Sick is an old word for a brook, and therefore sick grassland was permanent pasture/hay meadow along a brook or other watercourse, within the open field arable system. The presence of such grassland at Fairham suggests strongly that for a very long part of its history (until about 1790) the site was subject to common grazing plus hay-making. This management is entirely compatible with the development of botanically-rich grassland. The site continued to be grazed until the 1950s, thus maintaining a mixture of species-rich fen and grassland. There has been no agricultural management of the reserve in the 50 or so years since the last tenant farmers managed the land (the Beecroft family); consequently the botanical richness has almost certainly declined, albeit slowly.
Owned by the Department of Leisure and Community Services within Nottingham
City Council (NCC), the site has been managed and tenanted by Nottinghamshire
Wildlife Trust (NWT) since 1970.
What is fen and why is it being lost? Fens are mires, usually on peat, that receive water and nutrients from the soil, rock and ground water, as well as directly from precipitation. Classification of fens is quite complicated, depending upon the direction of water movement through the peat or soil, and whether the water is acidic (poor fen) or calcareous (rich fen).
The distribution and extent of floodplain wetlands has diminished markedly in recent decades, due to drainage works associated with agricultural intensification. Development of floodplains for housing and industry has also taken its toll. There is now increasing awareness amongst planners and land developers that existing fens, marshes and swamps need to be conserved, and others created, because these habitats perform a vital function in regulating water flow and reducing severity of floods. This function will be increasingly important if expected climate change takes place, namely increased rainfall, and more intense rainfall events.
What do we want to do about it at FBNR?
FB NR contains relict fen – peat is still present and the site still retains some wet areas. An artificially dug pond holds water throughout the year. There are lots of trees and scrub present on site, with pockets of more fen like vegetation – reeds etc, in amongst. The water table in the reserve dropped due to deepening of the brook and drainage from the housing estate. Although the top peat layer still retains some water, there is a real danger of all the interest being lost. Holme Fen in Cambridgeshire is a good example of this – the surrounding land was drained for agriculture and over time, the peat layer here has dried out and shrunk – since 1851 the land level has dropped by 4m.

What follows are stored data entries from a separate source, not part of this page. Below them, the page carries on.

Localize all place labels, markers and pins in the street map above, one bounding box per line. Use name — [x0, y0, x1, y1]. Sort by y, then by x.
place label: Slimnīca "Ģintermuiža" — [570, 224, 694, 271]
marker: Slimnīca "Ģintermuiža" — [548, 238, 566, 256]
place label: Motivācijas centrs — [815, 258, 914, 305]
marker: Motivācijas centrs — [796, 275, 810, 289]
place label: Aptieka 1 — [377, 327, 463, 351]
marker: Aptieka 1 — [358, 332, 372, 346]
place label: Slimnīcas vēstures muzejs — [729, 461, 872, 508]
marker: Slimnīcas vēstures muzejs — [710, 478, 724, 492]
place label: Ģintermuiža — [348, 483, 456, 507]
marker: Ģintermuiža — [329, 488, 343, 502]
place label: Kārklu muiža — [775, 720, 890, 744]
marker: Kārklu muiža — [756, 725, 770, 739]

The project aims to retain water on site through the reduction in scrub and tree cover – lessening the evapotranspiration (water loss through vegetation using it) effect and therefore reducing some of the drying out. In addition a figure of eight ditch will be dug which will take water from the brook at times of high water levels (and allow it to flow back out again when full), and transfer it across the fen area. This will also connect to some deeper ponds. All of this will not necessarily increase the wetness of the peat, but it will allow more water to be retained within the area.

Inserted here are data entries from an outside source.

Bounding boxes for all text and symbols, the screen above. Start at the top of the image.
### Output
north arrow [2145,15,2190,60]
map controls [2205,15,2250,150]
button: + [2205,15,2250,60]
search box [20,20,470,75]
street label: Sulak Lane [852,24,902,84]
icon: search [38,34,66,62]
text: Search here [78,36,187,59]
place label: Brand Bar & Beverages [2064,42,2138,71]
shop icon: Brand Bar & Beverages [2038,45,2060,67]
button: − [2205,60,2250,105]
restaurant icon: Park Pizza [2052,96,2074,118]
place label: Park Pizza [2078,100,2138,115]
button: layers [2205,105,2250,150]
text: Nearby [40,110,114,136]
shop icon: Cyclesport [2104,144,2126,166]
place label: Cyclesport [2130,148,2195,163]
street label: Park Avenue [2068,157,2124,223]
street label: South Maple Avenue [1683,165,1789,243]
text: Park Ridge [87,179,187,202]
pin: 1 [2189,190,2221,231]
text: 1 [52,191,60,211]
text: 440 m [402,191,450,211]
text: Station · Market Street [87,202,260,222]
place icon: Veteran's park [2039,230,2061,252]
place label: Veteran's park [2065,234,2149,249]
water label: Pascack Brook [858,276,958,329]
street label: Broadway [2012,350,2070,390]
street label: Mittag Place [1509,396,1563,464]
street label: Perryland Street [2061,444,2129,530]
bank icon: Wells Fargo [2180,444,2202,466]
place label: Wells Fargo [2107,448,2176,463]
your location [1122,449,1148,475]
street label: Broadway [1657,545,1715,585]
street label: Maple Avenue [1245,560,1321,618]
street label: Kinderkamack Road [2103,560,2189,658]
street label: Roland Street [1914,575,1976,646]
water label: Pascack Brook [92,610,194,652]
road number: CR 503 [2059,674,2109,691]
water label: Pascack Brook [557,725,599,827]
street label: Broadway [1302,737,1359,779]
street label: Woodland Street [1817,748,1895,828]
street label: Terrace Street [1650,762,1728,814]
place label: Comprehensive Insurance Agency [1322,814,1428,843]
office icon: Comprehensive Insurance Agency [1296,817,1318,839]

As all the spoil created will be removed from site, the creation of ditches and ponds will provide increased flood water storage in this area. This is particularly important as the feasibility study conducted by the IDB showed that it didn’t matter what happened in the channel, the factor that caused flooding was the bridge under Green Lane – where the brook flows out of the nature reserve. By creating water storage before the bridge, this may help to ease problems up stream/
Some of the work has already taken place – scrub clearance, topographical surveys etc. and to avoid damaging the peat layer in the winter, the ditches and ponds will be created in autumn 2015.